PATRICK MAINA MARY v REPUBLIC [2010] KEHC 4002 (KLR) | Defilement | Esheria

PATRICK MAINA MARY v REPUBLIC [2010] KEHC 4002 (KLR)

Full Case Text

REPUBLIC OF KENYA

IN THE HIGH COURT OF KENYA

AT NYERI

Criminal Appeal 316 of 2007

PATRICK MAINA MARY ……..……. ……….APPELLANT

Versus

REPUBLIC……………………………..…….RESPONDENT

JUDGMENT

Patrick Maina, the appellant herein, was convicted on his own plea of guilty for the offence of defilement contrary to section 8(1) as read with S. 2 of the Sexual Offences Act No. 3 of 2006. He was sentenced to life imprisonment. He has now come before this court to challenge both the conviction and sentence.

On appeal, the appellant has put forward a total of 6 grounds in his petition which can be summarized to two.  First, the appellant alleges that he was not mentally sound at the time of taking plea hence the plea was equivocal. Secondly, the appellant claims that the sentence was harsh and excessive. Miss Ngalyuka, the learned State Counsel alluded in her submission that the plea was equivocal because the appellant was of unsound mind.

The record shows that the appellant was arraigned before the Senior Resident Magistrate’s court for plea on 21st October 2005 to face a charge of defilement as earlier stated. The particulars of the charge were that on the 14th day of October 2005, in Nanyuki, in Laikipia District within the Rift Valley Province, the appellant had carnal knowledge of B.T M, a girl under the age of 11 years. On that date, Mr.

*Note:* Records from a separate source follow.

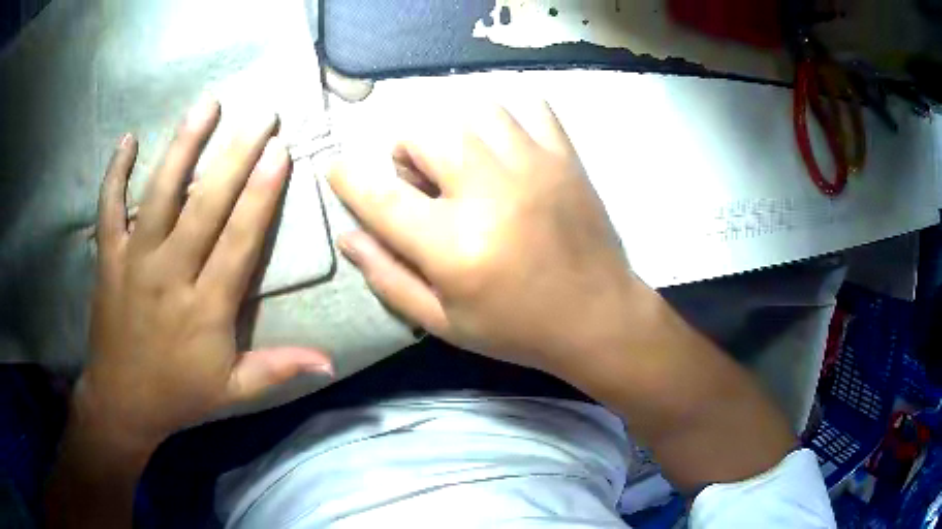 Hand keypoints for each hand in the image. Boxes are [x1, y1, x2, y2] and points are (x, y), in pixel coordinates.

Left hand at [82, 97, 331, 452]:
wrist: (122, 402)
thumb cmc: (179, 394)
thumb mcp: (233, 390)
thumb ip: (278, 369)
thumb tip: (331, 363)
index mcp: (205, 309)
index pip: (238, 241)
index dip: (261, 195)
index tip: (280, 152)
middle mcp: (169, 276)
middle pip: (204, 206)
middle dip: (235, 156)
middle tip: (261, 115)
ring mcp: (134, 262)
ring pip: (159, 195)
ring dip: (183, 147)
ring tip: (208, 106)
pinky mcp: (108, 259)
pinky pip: (108, 209)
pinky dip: (115, 173)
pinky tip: (128, 139)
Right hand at [330, 103, 638, 374]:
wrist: (598, 318)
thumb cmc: (517, 329)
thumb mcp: (443, 320)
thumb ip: (389, 278)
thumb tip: (348, 237)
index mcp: (454, 246)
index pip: (381, 198)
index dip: (348, 179)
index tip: (336, 168)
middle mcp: (490, 194)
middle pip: (427, 133)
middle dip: (408, 150)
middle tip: (421, 178)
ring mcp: (535, 168)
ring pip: (475, 109)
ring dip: (454, 129)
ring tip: (462, 160)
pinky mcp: (566, 158)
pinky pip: (532, 107)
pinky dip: (508, 118)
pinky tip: (506, 147)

Muriuki, the learned Senior Resident Magistrate noted that the appellant appeared to be of an unsound mind. He than referred the appellant to the Provincial Psychiatrist for mental examination.   Thereafter several similar orders were made referring the appellant for mental assessment by the Nyeri Provincial Psychiatrist. It would appear that on 19/12/2006, the appellant pleaded guilty to the charge despite the fact that the Provincial Psychiatrist had not filed his report on the appellant. It was necessary for the trial Senior Resident Magistrate to satisfy himself that the appellant was mentally sound hence fit to plead before taking the plea. I am convinced that on this account, that the plea was equivocal hence the conviction cannot stand. I am satisfied that the learned State Counsel rightly conceded this appeal. There is no doubt, that the offence is alleged to have taken place on 14th October 2005. The appellant was originally charged under section 145(1) of the Penal Code. The prosecution applied to substitute the charge with one under S. 8(1) of the Sexual Offences Act.   By then the appellant had not been consulted. There is doubt whether the Sexual offences Act could have been applied retrospectively. The original charge should have continued to its logical conclusion under section 48 of the Sexual Offences Act as read with regulation 3 of the First Schedule, Transitional Provisions. In any case the substitution was made when there was doubt whether or not the  appellant was mentally sound. A fair order in the circumstances of this case is to allow the appeal and order for a fresh trial on the basis of the original charge.

In the end I allow the appeal. The conviction is quashed and the sentence set aside. The order of substituting and or amending the charge sheet is set aside. The original charge sheet dated 21/10/2005 is restored. The appellant to be held in custody and should undergo a fresh trial on the basis of the original  charge on priority basis before another magistrate of competent jurisdiction other than E.G. Mbaya. Let the appellant be taken for mention before the Principal Magistrate, Nanyuki on 20/1/2010 for further orders and directions on the retrial process.

Dated and delivered this 13th day of January 2010.

J.K. SERGON

JUDGE

In open court in the presence of Mr. Makura learned State Counsel and the appellant in person.